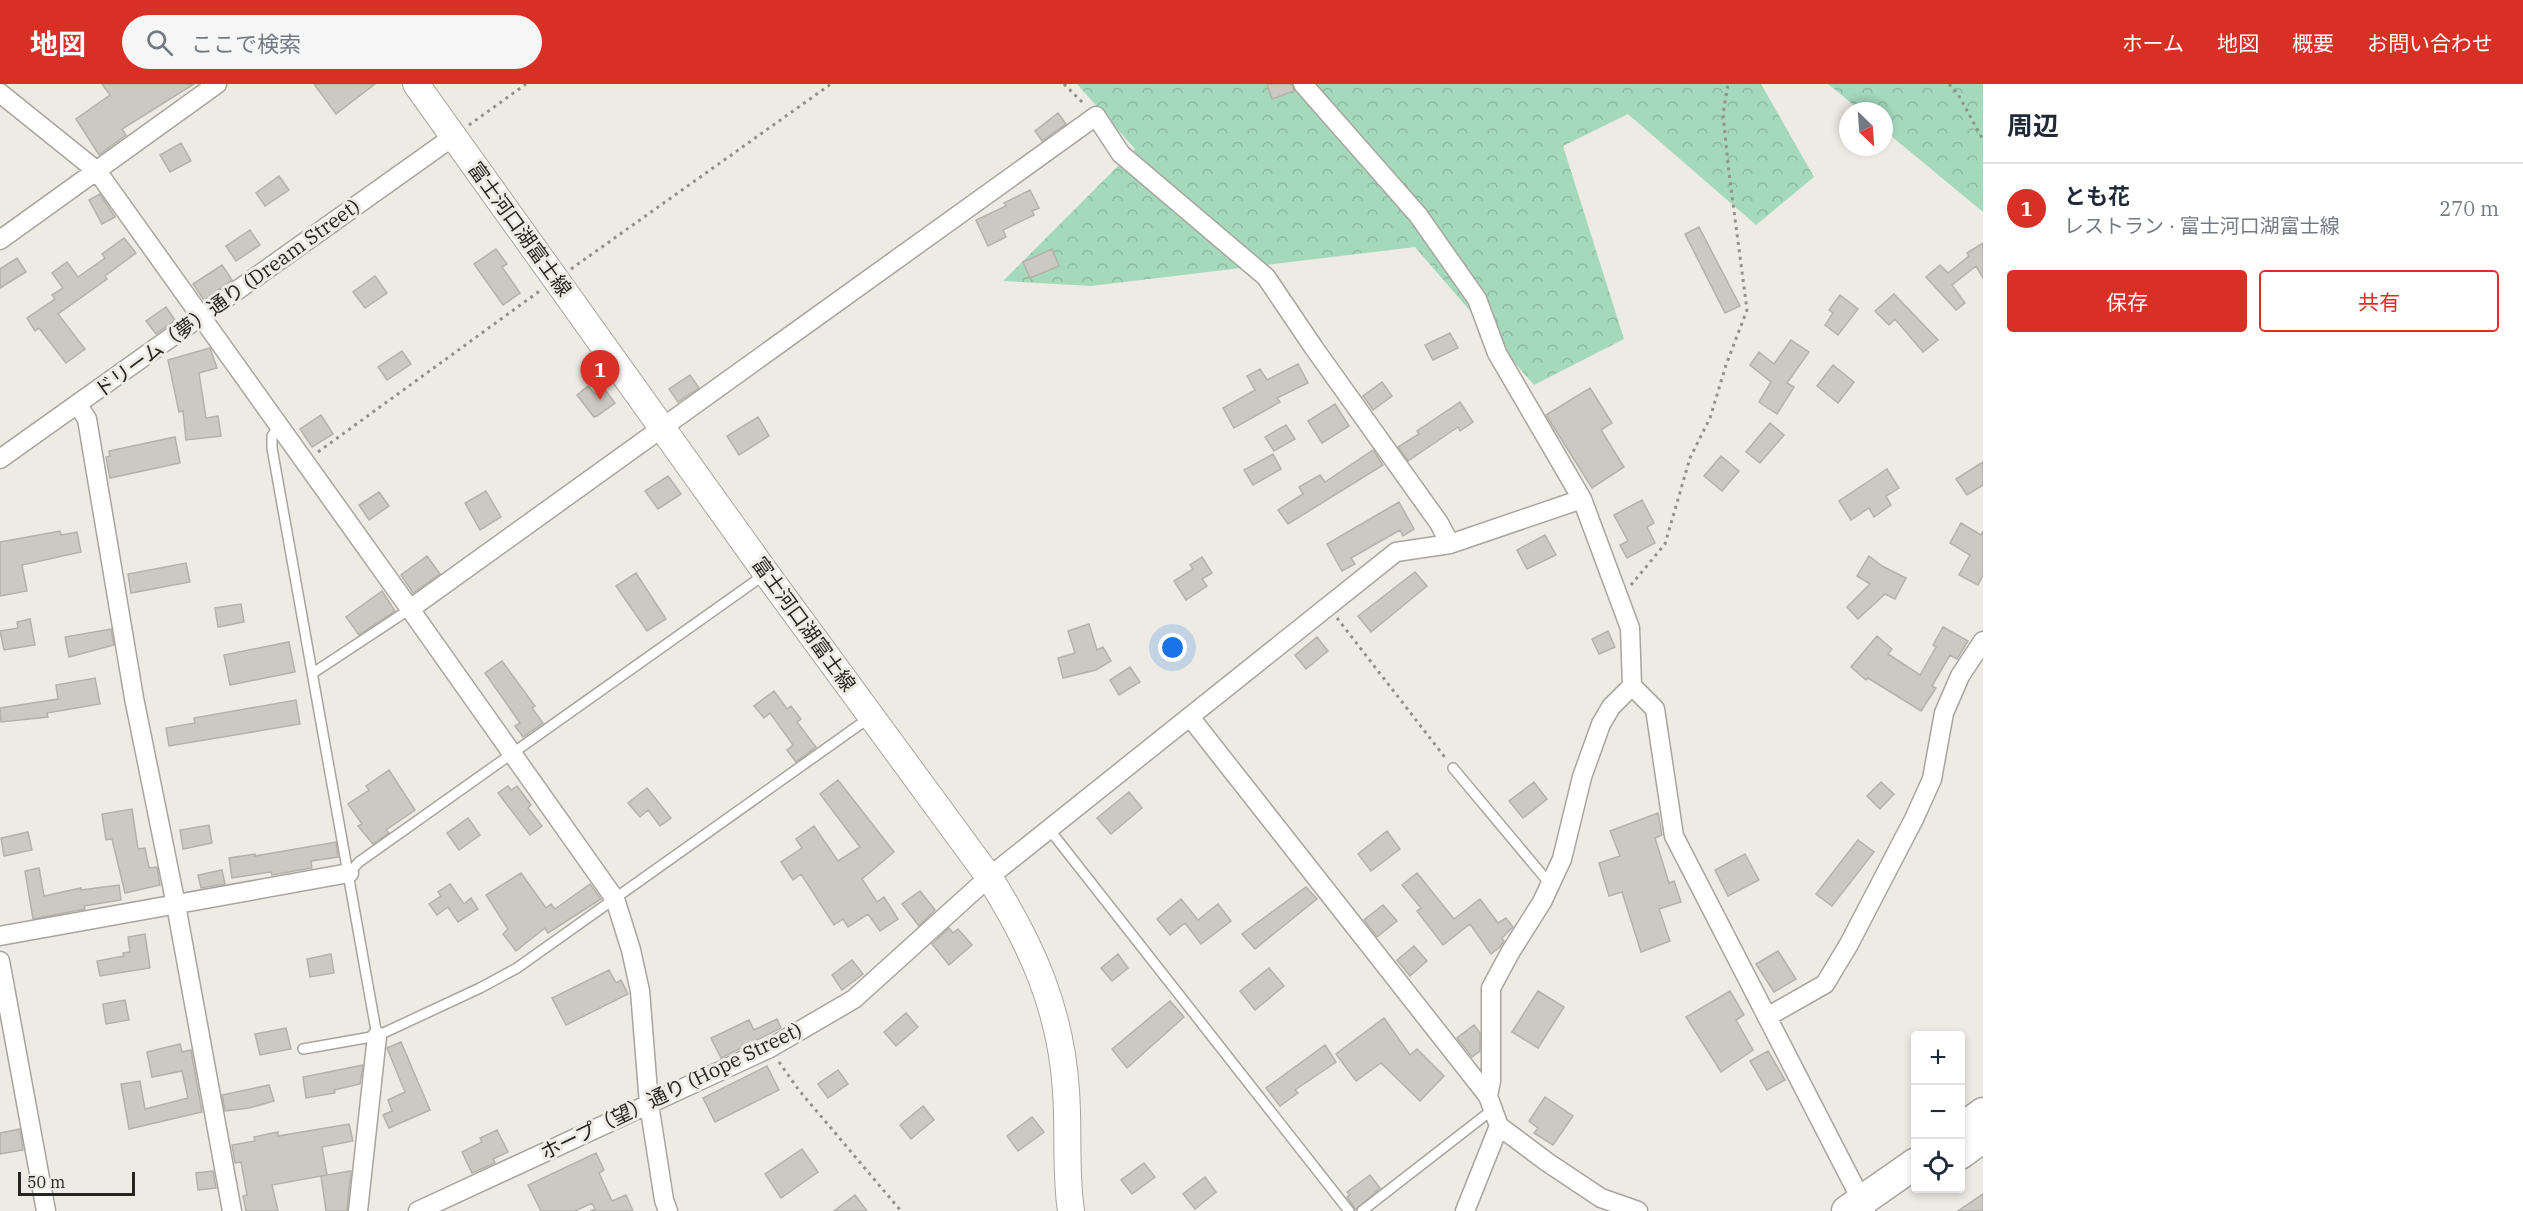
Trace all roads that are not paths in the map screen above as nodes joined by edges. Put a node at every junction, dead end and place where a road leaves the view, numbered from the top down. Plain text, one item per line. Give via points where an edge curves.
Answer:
1 (217, 84) edge
2 (416, 84) edge
3 (1303, 84) edge
4 (0, 93) edge
5 (454, 136) junction
6 (97, 171) junction
7 (0, 240) edge
8 (200, 316) junction
9 (77, 405) junction
10 (278, 427) junction
11 (663, 427) junction
12 (0, 459) edge
13 (1582, 499) junction
14 (1450, 544) junction
15 (766, 573) junction
16 (410, 609) junction
17 (1983, 641) edge
18 (313, 673) junction
19 (1632, 687) junction
20 (871, 716) junction
21 (1190, 717) junction
22 (512, 753) junction
23 (1453, 768) road end
24 (1049, 829) junction
25 (349, 873) junction
26 (990, 877) junction
27 (1550, 884) junction
28 (615, 899) junction
29 (176, 905) junction
30 (0, 936) edge
31 (0, 961) edge
32 (1767, 1017) junction
33 (377, 1036) junction
34 (303, 1049) dead end
35 (649, 1104) junction
36 (1493, 1111) junction
37 (1983, 1113) edge
38 (1965, 1126) edge
39 (1983, 1137) edge
40 (1965, 1150) edge
41 (1911, 1167) edge
42 (1911, 1188) edge
43 (1864, 1208) edge
44 (46, 1211) edge
45 (232, 1211) edge
46 (358, 1211) edge
47 (418, 1211) edge
48 (668, 1211) edge
49 (1071, 1211) edge
50 (1349, 1211) edge
51 (1362, 1211) edge
52 (1465, 1211) edge
53 (1638, 1211) edge

1 - 6 street
2 - 5 main road, 富士河口湖富士線
3 - 13 street via 1418,215 1477,299 1497,353
4 - 6 street
5 - 8 street, ドリーム（夢）通り (Dream Street)
5 - 11 main road, 富士河口湖富士線
6 - 7 street
6 - 8 street
8 - 9 street, ドリーム（夢）通り (Dream Street)
8 - 10 street
9 - 12 street, ドリーム（夢）通り (Dream Street)
9 - 29 street via 87,419 134,698
10 - 16 street
10 - 18 lane via 272,436 272,448
11 - 14 street via 1096,117 1122,154 1266,277
11 - 15 main road, 富士河口湖富士線
11 - 16 street
13 - 14 street, ホープ（望）通り (Hope Street)
13 - 19 street via 1630,628
14 - 21 street, ホープ（望）通り (Hope Street) via 1396,552
15 - 20 main road, 富士河口湖富士線
15 - 22 lane
16 - 18 lane
16 - 22 street
17 - 32 street via 1960,676 1944,713 1928,789 1849,944 1825,984
18 - 25 lane
19 - 27 street via 1611,707 1601,724 1582,777 1562,859
19 - 32 street via 1655,709 1674,836
20 - 26 main road, 富士河口湖富士線
20 - 28 lane
21 - 24 street, ホープ（望）通り (Hope Street)
21 - 36 street
22 - 25 lane
22 - 28 street
23 - 27 lane
24 - 26 street, ホープ（望）通り (Hope Street)
24 - 50 lane
25 - 29 street
25 - 33 lane
26 - 35 street, ホープ（望）通り (Hope Street) via 854,999 770,1048
26 - 49 main road, 富士河口湖富士線 via 1032,953 1052,1005 1066,1091
27 - 36 street via 1491,988
28 - 33 lane via 517,968
28 - 35 street via 640,991
29 - 30 street
29 - 45 street
31 - 44 street
32 - 43 street
33 - 34 lane
33 - 46 street
35 - 47 street, ホープ（望）通り (Hope Street)
35 - 48 street
36 - 51 lane
36 - 52 street
36 - 53 street via 1547,1162 1601,1198
37 - 38 highway
39 - 40 highway
41 - 43 highway
42 - 43 highway

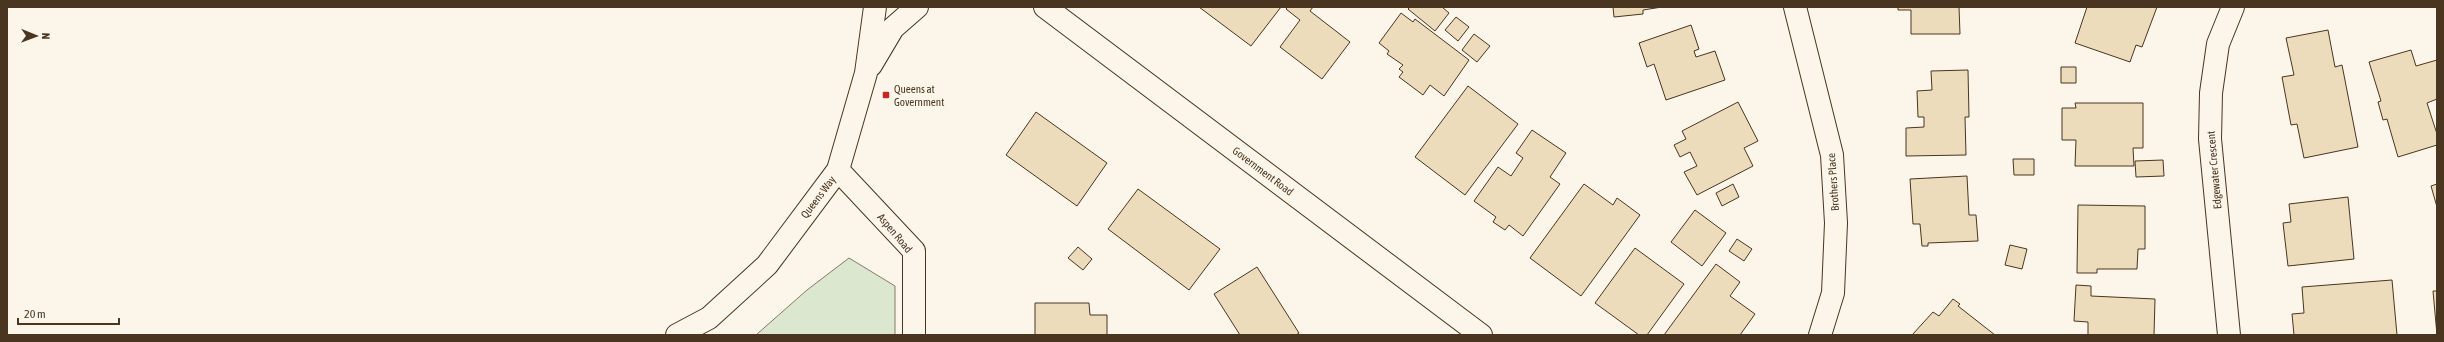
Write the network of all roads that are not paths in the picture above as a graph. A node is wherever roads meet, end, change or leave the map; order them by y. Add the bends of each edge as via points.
1 (875, 7) edge
2 (917, 7) edge
3 (1045, 7) edge
4 (1795, 7) edge
5 (2233, 7) edge
6 (866, 73) junction
7 (838, 170) junction
8 (677, 335) edge
9 (914, 335) edge
10 (1481, 335) edge
11 (1820, 335) edge
12 (2229, 335) edge

1 - 6 street, Queens Way
2 - 6 street via 894,28
3 - 10 street, Government Road
4 - 11 street, Brothers Place via 1832,155 1836,223 1833,293
5 - 12 street, Edgewater Crescent via 2218,44 2211,93 2210,139
6 - 7 street, Queens Way
7 - 8 street, Queens Way via 767,265 709,318
7 - 9 street, Aspen Road via 914,251

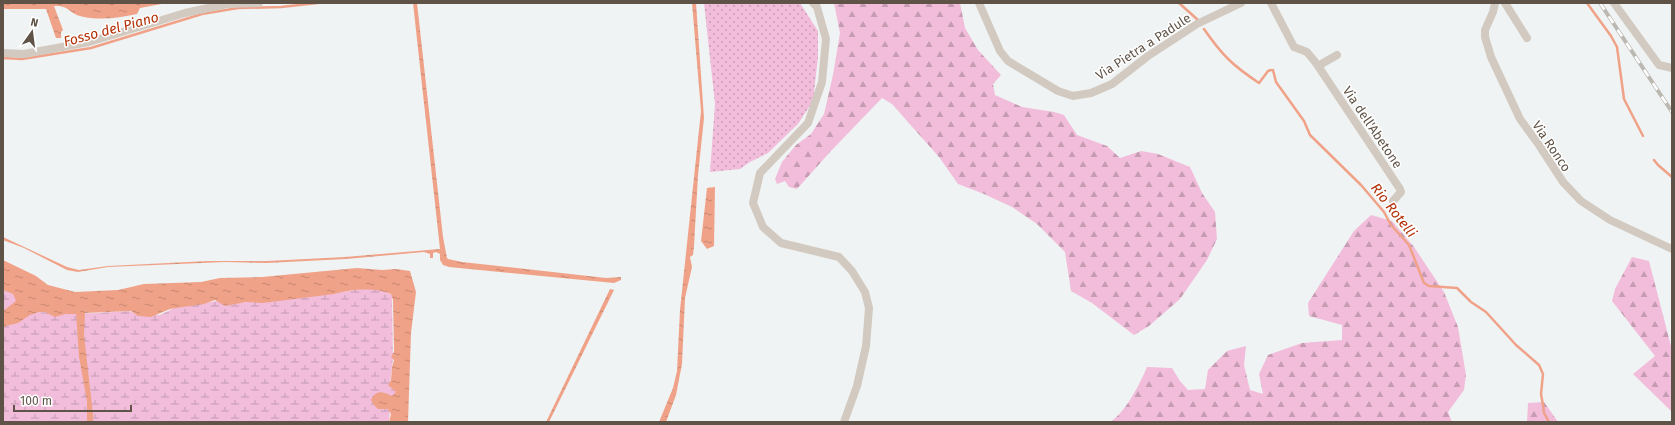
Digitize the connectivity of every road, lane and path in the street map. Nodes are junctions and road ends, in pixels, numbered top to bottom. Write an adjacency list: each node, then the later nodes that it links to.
1 (259, 3): 10 (street)
2 (813, 3): 16 (street)
3 (979, 3): 4 (street, Via Pietra a Padule)
4 (1241, 3)
5 (1271, 3): 12 (street, Via dell'Abetone)
6 (1495, 3): 15 (street, Via Ronco)
7 (1505, 3): 9 (street)
8 (1614, 3): 13 (street)
9 (1527, 38)
10 (3, 53)
11 (1336, 55): 12 (street)
12 (1318, 66): 14 (street, Via dell'Abetone)
13 (1672, 68)
14 (1393, 201)
15 (1672, 249)
16 (844, 422)

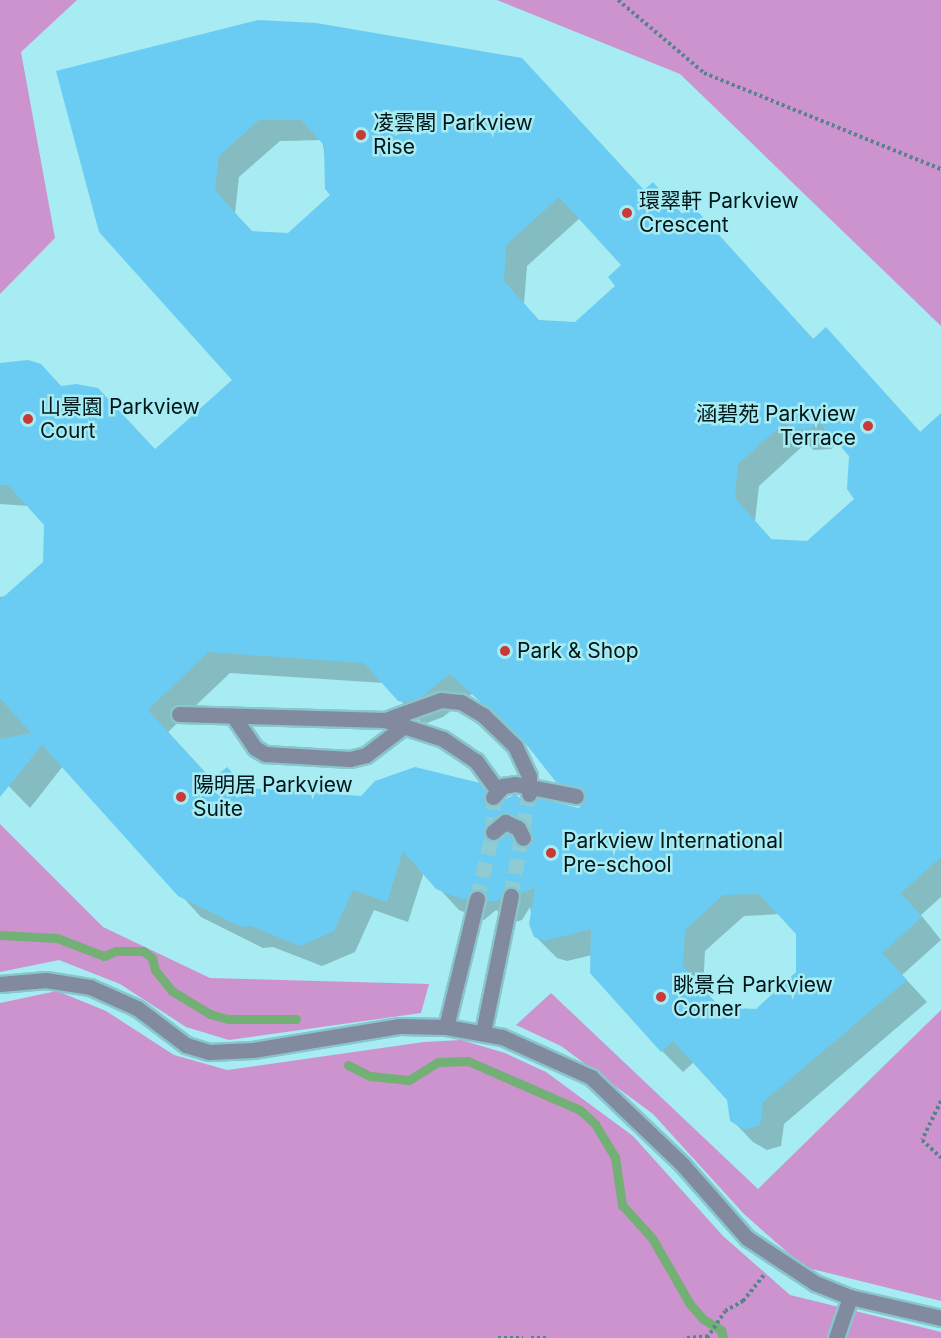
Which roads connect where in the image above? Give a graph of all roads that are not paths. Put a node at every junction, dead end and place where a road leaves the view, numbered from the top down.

§ **Problem details**
Copy each line of the listing that includes "from".

§ **Output below**
Trace all roads that are not paths in the map screen above as nodes joined by edges. Put a node at every junction, dead end and place where a road leaves the view, numbered from the top down. Plain text, one item per line. Give via points where an edge curves.
Which roads connect where in the image above? Give a graph of all roads that are not paths. Put a node at every junction, dead end and place where a road leaves the view, numbered from the top down.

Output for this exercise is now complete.